The Global Alliance was founded in 2010 in Ecuador, to support the advancement of Rights of Nature worldwide. This meeting was the first time the Global Alliance had met in person since its founding in 2010 and I was invited to attend as the European representative on its Executive Committee.
Whilst recognising the carbon impact of hosting a meeting such as this, and the distances people have to travel to get to South America, in order to build an effective movement it is essential for people to meet up in person from time to time. It is for this reason that the Global Alliance raised funds to host the Summit. Also, we particularly wanted to host the event in Ecuador to draw attention to the situation there. Ecuador was the first country in the world to include Rights of Nature in its constitution in 2008, in response to a grass roots movement led by indigenous people. The government was initially supportive of this approach but in recent years has been pursuing a policy of opening up the country to oil exploration and mining, and behaving in a repressive way towards anyone who opposes this. We wanted to show the Ecuadorian government, which is sensitive to its reputation abroad, that the international community is following what is happening in Ecuador and is supportive of campaigners within the country. We also wanted to give Ecuadorian activists, both indigenous and of European descent, the opportunity to meet and be heard by the international community.
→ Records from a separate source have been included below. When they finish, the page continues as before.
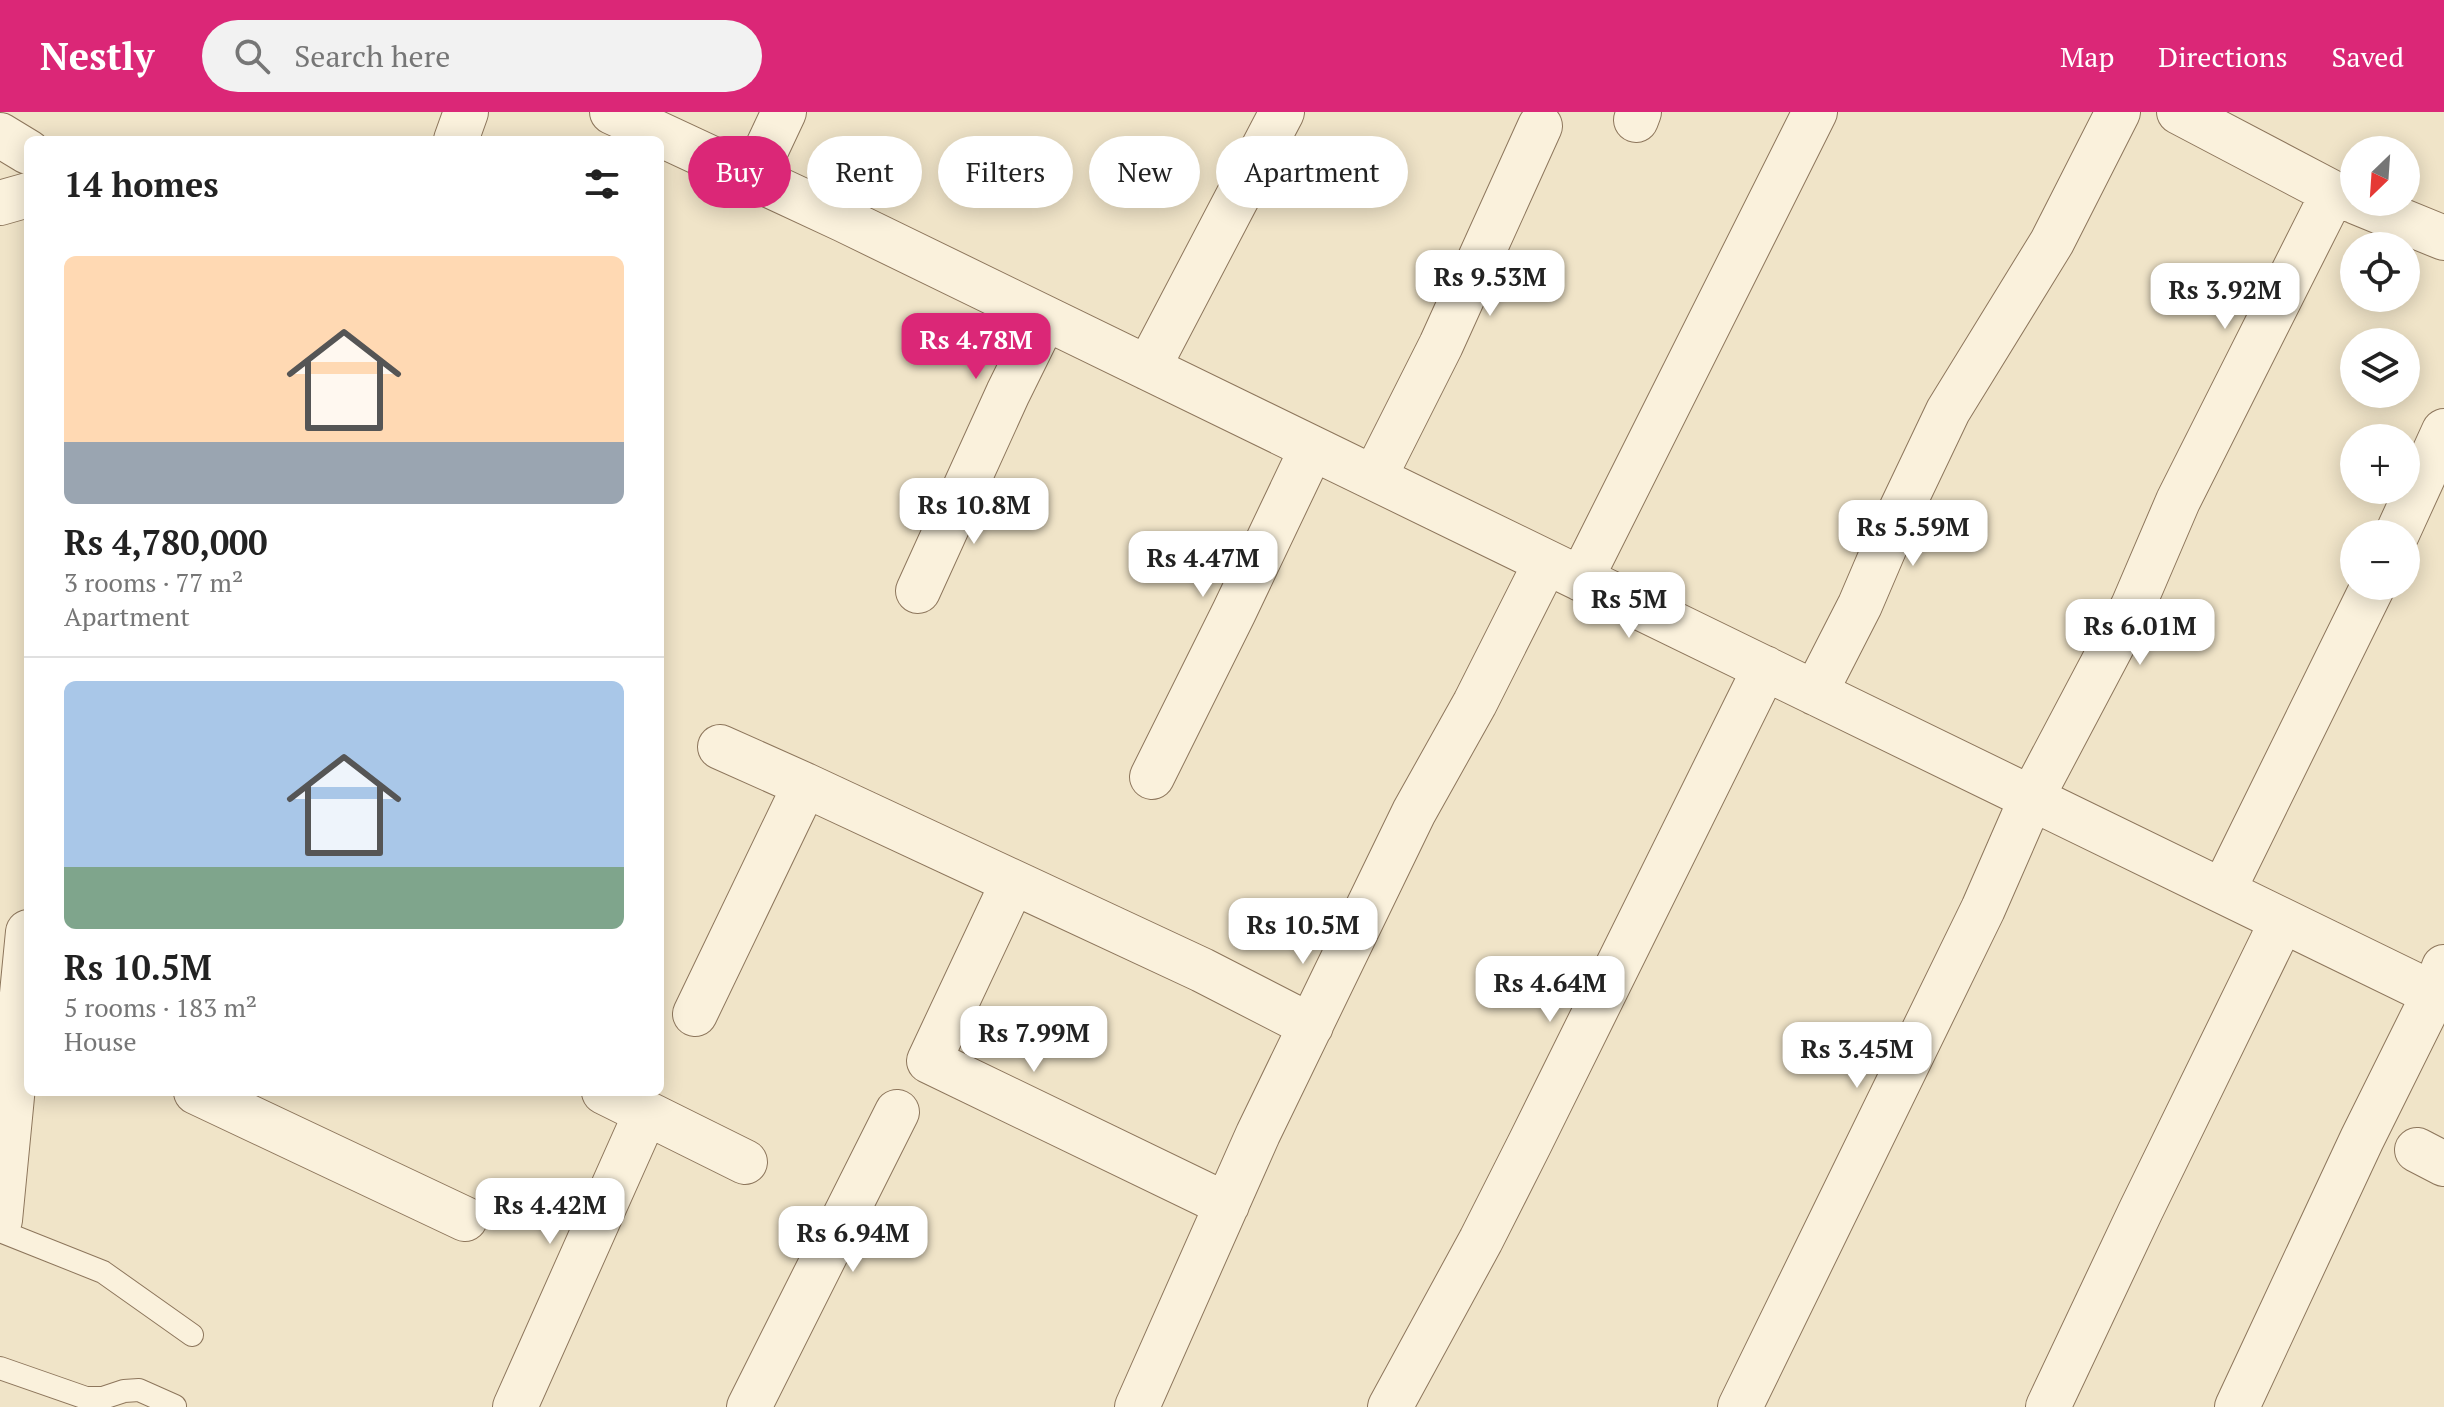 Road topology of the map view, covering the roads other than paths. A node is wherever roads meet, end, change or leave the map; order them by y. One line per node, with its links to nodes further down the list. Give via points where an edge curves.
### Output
1 (466, 112): 10 (street)
2 (612, 112): 11 (street)
3 (784, 112): 13 (street)
4 (1282, 112): 24 (street)
5 (1815, 112): 29 (street)
6 (2118, 112): 33 (street, via 2052,242 1948,411)
7 (2179, 112): 16 (street)
8 (1540, 126): 27 (street)
9 (0, 135): 15 (street)
10 (457, 136)
11 (663, 136)
12 (664, 136): 14 (street)
13 (773, 136)
14 (688, 148)
15 (24, 150)
16 (2340, 195)
17 (24, 196): 19 (street)
18 (791, 196): 23 (street)
19 (0, 203)
20 (2340, 213): 37 (street, via 2178,501 2133,606)
21 (2390, 216): 22 (street)
22 (2444, 238)
23 (1045, 318): 24 (street); 30 (street)
24 (1148, 368): 26 (street)
25 (2444, 431): 28 (street)
26 (1312, 448): 27 (street); 35 (street)
27 (1374, 478): 29 (street)
28 (2403, 520)
29 (1563, 571): 32 (street); 44 (street, via 1475,703 1414,812)
30 (918, 591)
31 (2366, 600): 39 (street)
32 (1765, 668): 33 (street); 60 (street, via 1481,1240)
33 (1815, 693): 37 (street)
34 (720, 747): 36 (street)
35 (1152, 777)
36 (805, 785): 38 (street); 42 (street)
37 (2031, 799): 39 (street); 61 (street, via 1983,909)
38 (1013, 882): 44 (street); 50 (street, via 929,1061)
39 (2223, 891): 40 (street)
40 (2282, 921): 41 (street); 62 (street)
41 (2441, 986): 63 (street, via 2362,1139)
42 (695, 1014)
43 (24, 1019): 52 (street)
44 (1311, 1026): 50 (street)
45 (204, 1096): 51 (street)
46 (612, 1096): 48 (street)
47 (897, 1112): 58 (street)
48 (646, 1113): 49 (street); 57 (street)
49 (745, 1162)
50 (1227, 1205): 59 (street)
51 (465, 1219)
52 (0, 1220)
53 (0, 1231): 54 (lane, via 103,1272)
54 (192, 1335)
55 (0, 1368): 56 (lane, via 86,1398 139,1390)
56 (175, 1406)
57 (515, 1407)
58 (749, 1407)
59 (1137, 1407)
60 (1390, 1407)
61 (1740, 1407)
62 (2048, 1407)
63 (2237, 1407)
It was an invaluable opportunity to hear from campaigners and activists around the world about current trends, both positive and negative. On the scary side we heard sobering presentations from both Ecuadorians about how the rainforest is under increasing threat from oil extraction and the government is seeking to demonise indigenous people who are simply standing up for preservation of the rainforest and their way of life, and from the international community about how nature is under assault from the mining and fossil fuels industries. I was particularly alarmed to hear about the situation in Australia where environmental protection legislation is being scrapped to allow for huge coal mines in Queensland which are likely to destroy the Great Barrier Reef. It brought home to me that no-one is going to sort this out for us – not governments, corporations or large NGOs. The only way to turn the tide is for each and every citizen to become actively engaged in what is happening in our world. As activist Marianne Williamson says:
"The secret of success is to realize that the crisis on our planet is much larger than just deciding what to do with your own life, and if the system under which we live, the structure of western civilization, begins to collapse because of our selfishness and greed, then it will make no difference whether you have $1 million dollars when the crash comes or just $1.00. The only work that will ultimately bring any good to any of us is the work of contributing to the healing of the world."
On the positive side I was heartened to see how the concept of Rights of Nature is gaining support around the world. The strategy of the Global Alliance is to form alliances with other movements and encourage them to advocate for Rights of Nature at grassroots, national and international levels. The Alliance has successfully formed links with women groups, indigenous people and the wilderness movement. Further movements we seek to connect with are youth, faith groups and peasant movements such as La Via Campesina. As Vandana Shiva pointed out, “Rights of Nature is not a new idea. All successful societies have operated within environmental limits. It is only in recent times that we have sought to deny any limits on our behaviour – the current era is the exception rather than the norm”.
On a personal level I found it very touching and inspiring to hear from the indigenous Ecuadorian people. For them, every aspect of nature is sacred and they have a deep understanding and respect for the natural environment they live in, whether mountains or rainforest. They also have an immensely rich and sophisticated inner spiritual life, which more than makes up for the material simplicity of their lives. To be removed from their land is a catastrophe for them as it destroys their whole culture and way of life. I felt for their vulnerability and after spending time with them they each appealed for help when we were leaving by asking “please do not forget us”.
Permanent Tribunal for Rights of Nature
Immediately after the summit we held the first sitting of the Permanent Tribunal for Rights of Nature in Quito, attended by over 200 people. This high profile event was designed to provide an opportunity for as many Ecuadorians as possible to engage with the international movement. The Ecuadorian government hosted its own Rights of Nature event in parallel to this, so our actions clearly had an impact.
The tribunal, chaired by Vandana Shiva, heard eight submissions about breaches of Rights of Nature around the world, and its Tribunal of judges ruled on whether there was a case to answer. The Tribunal will hold sittings at locations around the world, such as COP 20 in Lima in December 2014, and aims to build up a body of jurisprudence on the application of Rights of Nature principles.
What next for Wild Law UK?
As a result of the learning from the global summit we are developing new initiatives which will support creating new laws and changing mindsets. We will be announcing these over the next few months.
I’m excited to see how Rights of Nature is taking hold across the world and how diverse movements are uniting under this banner. As Victor Hugo said “All the forces in the world are not so powerful as an idea whose time as come”.